───── Supplied information

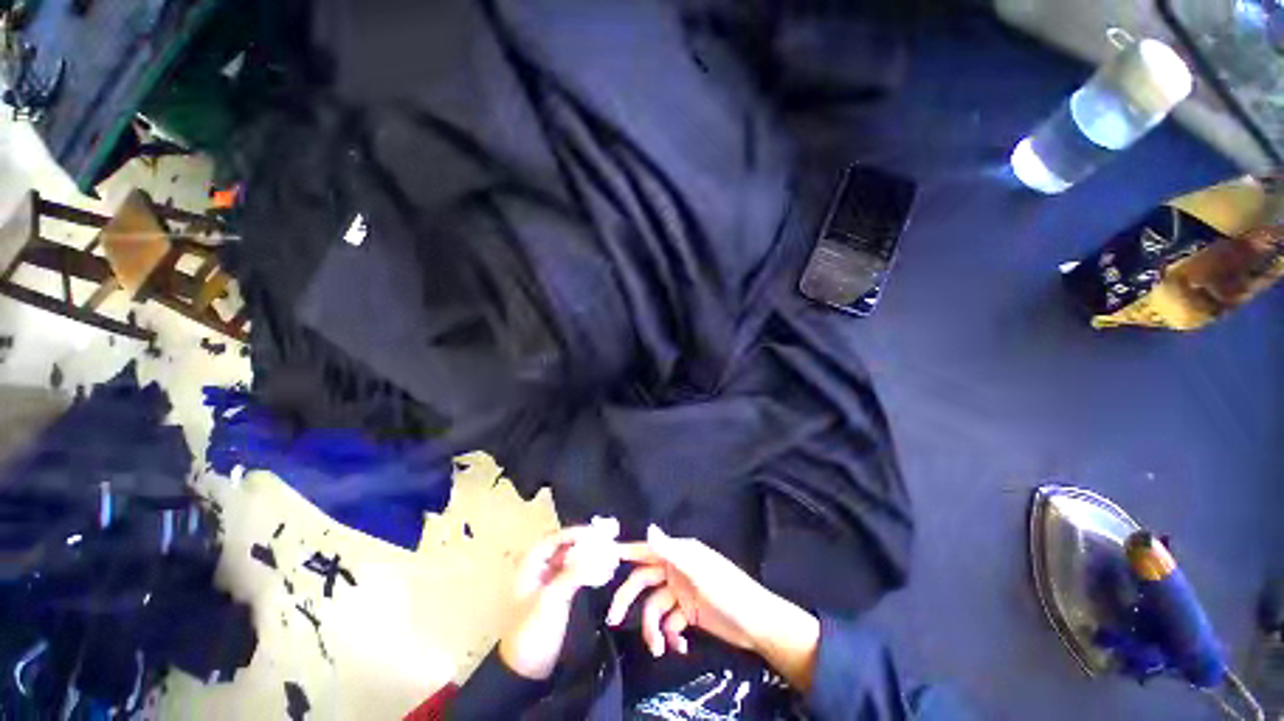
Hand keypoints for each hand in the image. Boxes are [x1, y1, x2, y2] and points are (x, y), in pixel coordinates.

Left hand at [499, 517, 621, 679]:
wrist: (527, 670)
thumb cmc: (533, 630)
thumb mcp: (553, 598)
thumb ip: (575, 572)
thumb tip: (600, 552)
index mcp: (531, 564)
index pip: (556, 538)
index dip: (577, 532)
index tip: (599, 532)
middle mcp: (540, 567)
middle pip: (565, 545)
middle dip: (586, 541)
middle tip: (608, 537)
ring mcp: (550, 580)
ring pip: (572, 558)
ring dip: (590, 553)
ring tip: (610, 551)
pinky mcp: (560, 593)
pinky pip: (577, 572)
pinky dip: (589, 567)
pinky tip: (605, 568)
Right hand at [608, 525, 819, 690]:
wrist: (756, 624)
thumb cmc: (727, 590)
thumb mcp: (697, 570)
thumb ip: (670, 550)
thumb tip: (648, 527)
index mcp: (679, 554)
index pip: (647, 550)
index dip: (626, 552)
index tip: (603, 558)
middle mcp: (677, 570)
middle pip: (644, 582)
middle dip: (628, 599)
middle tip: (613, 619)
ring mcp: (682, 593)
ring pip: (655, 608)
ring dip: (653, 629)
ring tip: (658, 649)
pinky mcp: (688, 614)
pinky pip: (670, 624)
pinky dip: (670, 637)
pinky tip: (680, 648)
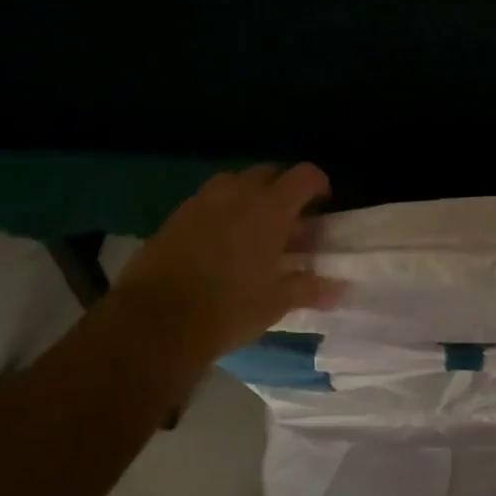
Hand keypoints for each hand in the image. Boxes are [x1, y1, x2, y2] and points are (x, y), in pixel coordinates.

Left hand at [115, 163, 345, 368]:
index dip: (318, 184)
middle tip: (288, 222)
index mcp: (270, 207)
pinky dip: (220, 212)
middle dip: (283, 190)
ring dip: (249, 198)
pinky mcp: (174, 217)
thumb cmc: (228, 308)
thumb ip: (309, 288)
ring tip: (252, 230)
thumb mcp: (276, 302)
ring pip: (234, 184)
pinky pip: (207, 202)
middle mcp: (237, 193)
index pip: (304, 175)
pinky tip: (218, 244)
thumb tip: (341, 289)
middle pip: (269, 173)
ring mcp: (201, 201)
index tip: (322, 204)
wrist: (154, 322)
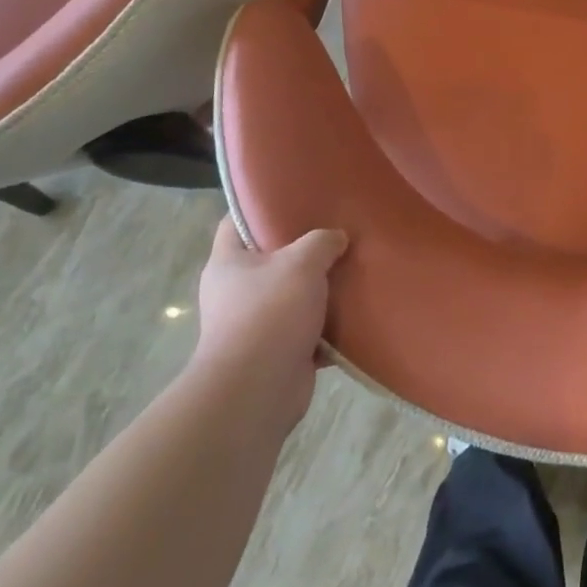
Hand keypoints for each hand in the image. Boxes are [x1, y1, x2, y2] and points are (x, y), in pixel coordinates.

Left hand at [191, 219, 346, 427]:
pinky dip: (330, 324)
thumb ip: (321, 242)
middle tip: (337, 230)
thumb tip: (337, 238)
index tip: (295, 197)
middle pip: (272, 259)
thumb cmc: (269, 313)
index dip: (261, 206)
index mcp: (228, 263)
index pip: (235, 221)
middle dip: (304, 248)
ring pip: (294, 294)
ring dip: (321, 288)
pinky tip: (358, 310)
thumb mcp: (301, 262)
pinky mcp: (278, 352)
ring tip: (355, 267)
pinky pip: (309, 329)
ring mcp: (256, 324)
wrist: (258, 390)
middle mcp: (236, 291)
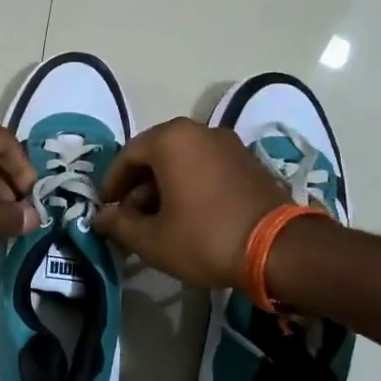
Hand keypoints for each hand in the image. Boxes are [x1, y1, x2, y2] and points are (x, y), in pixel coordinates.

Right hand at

──────────
───── Supplied information

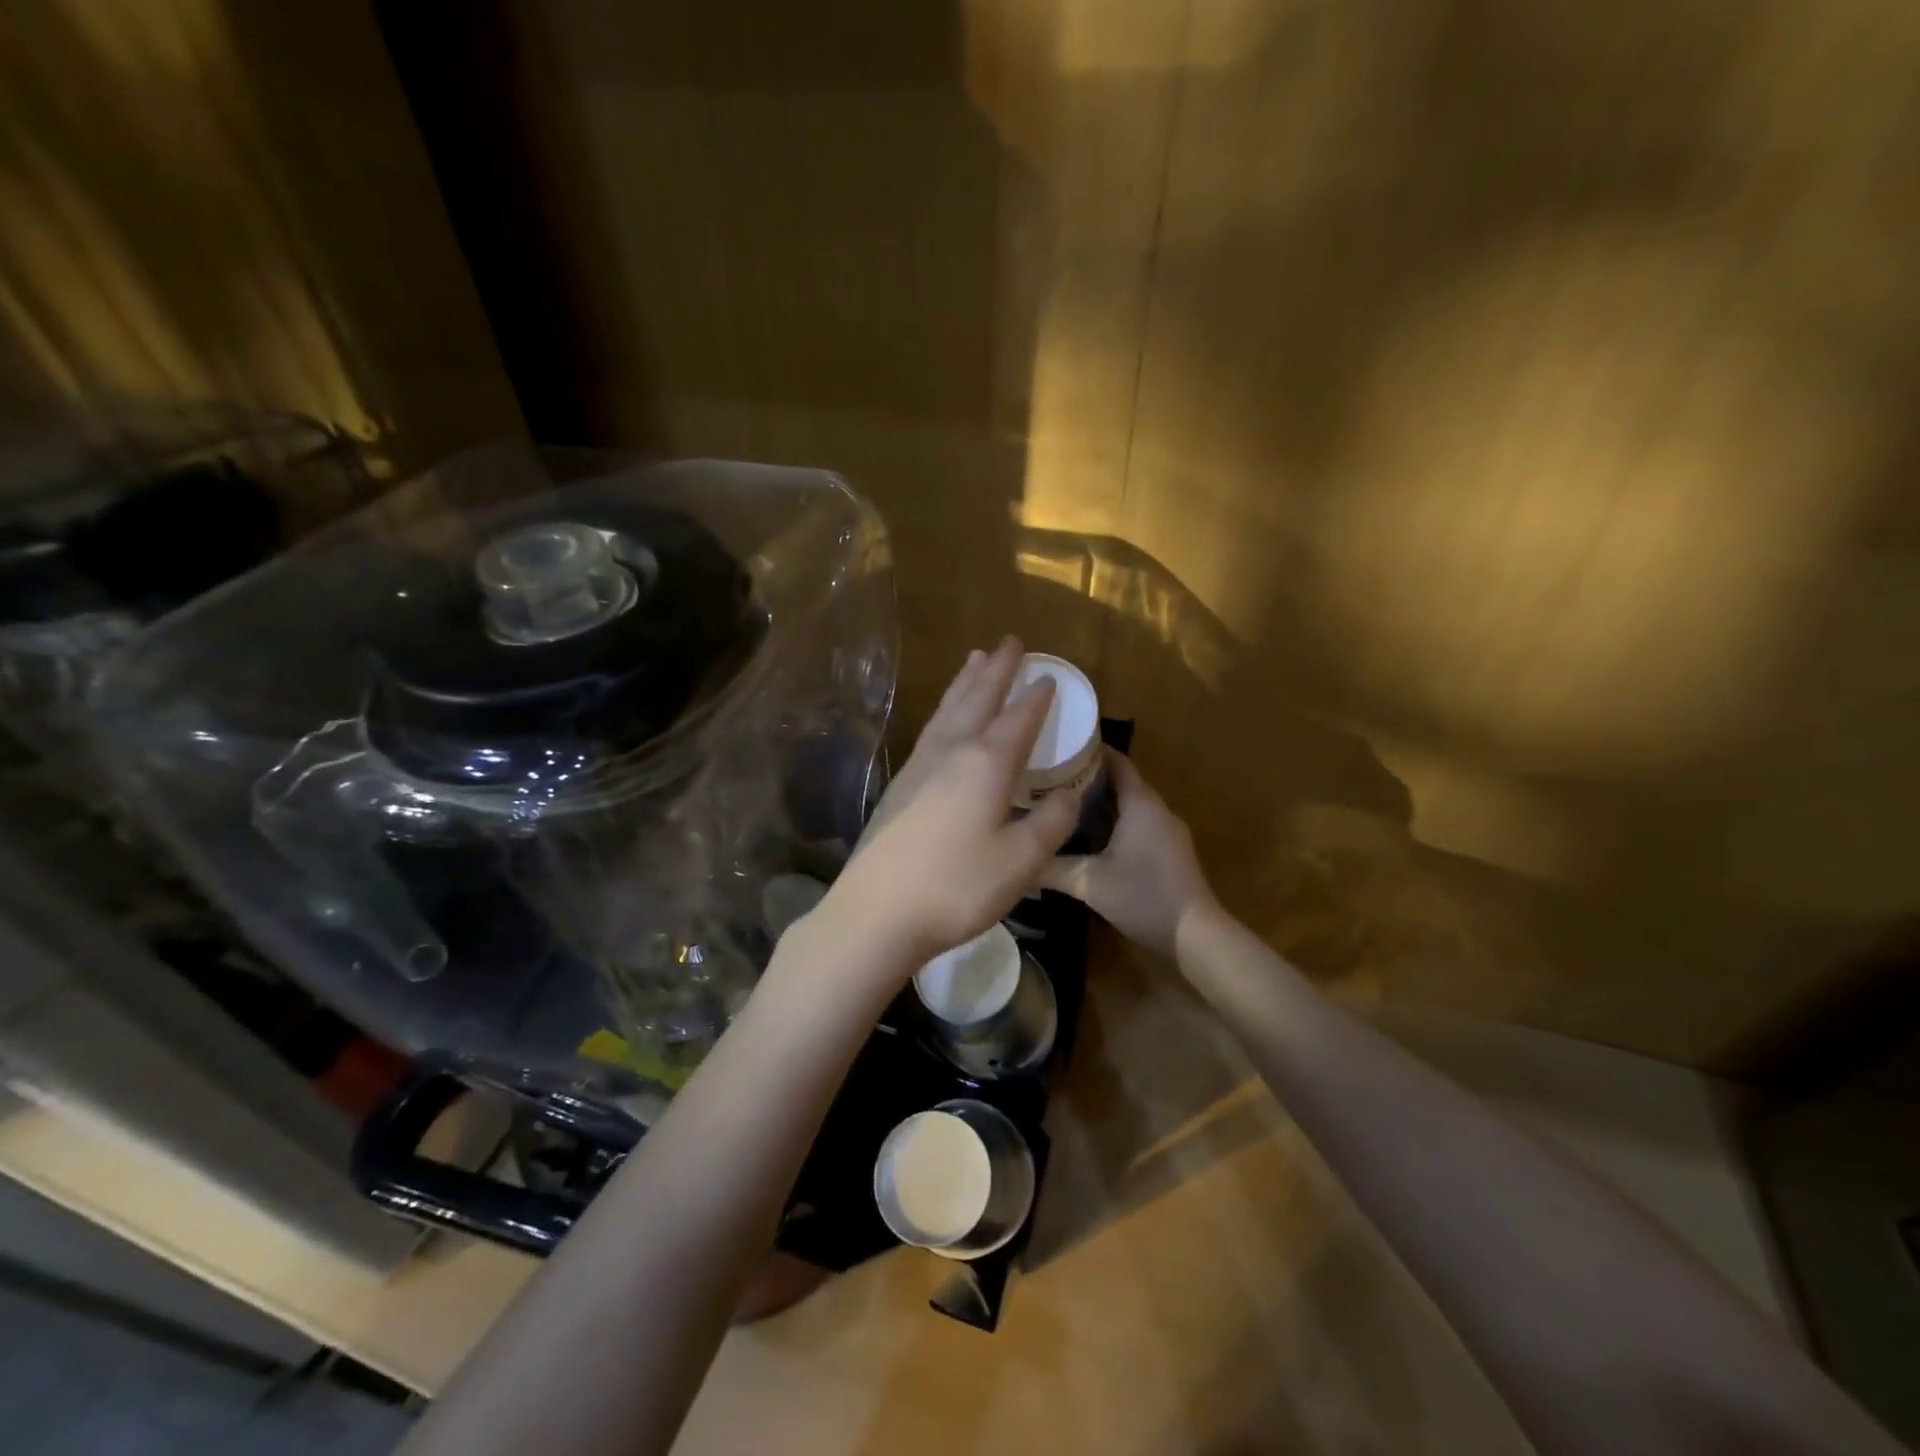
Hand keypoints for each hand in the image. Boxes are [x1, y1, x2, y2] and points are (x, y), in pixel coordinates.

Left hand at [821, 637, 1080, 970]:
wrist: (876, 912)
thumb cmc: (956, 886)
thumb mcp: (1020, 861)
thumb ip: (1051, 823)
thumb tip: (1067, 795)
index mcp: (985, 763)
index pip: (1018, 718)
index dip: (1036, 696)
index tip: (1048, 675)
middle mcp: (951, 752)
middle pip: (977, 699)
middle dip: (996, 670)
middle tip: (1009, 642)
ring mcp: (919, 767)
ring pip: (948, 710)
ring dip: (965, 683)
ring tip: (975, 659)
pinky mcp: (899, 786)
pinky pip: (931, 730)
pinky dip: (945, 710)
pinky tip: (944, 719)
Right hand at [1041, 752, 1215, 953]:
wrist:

──────────

Task — Beginning with the line above that contains "pinky mcp: (688, 614)" and ending with the line that contains "pinky dip: (220, 212)", quote each line exactly, keeping out the pictures.

Answer to the problem —
pinky mcp: (688, 614)
pinky pip: (670, 624)
pinky dip: (670, 637)
pinky tip: (680, 648)
Hand keypoints for each hand in the image. Boxes are [x1, y1, x2, y2] and points are (x, y), in pixel coordinates.

Left hand at [115, 163, 345, 368]:
index dip: (318, 184)
middle tip: (288, 222)
index mcp: (270, 207)
pinky dip: (220, 212)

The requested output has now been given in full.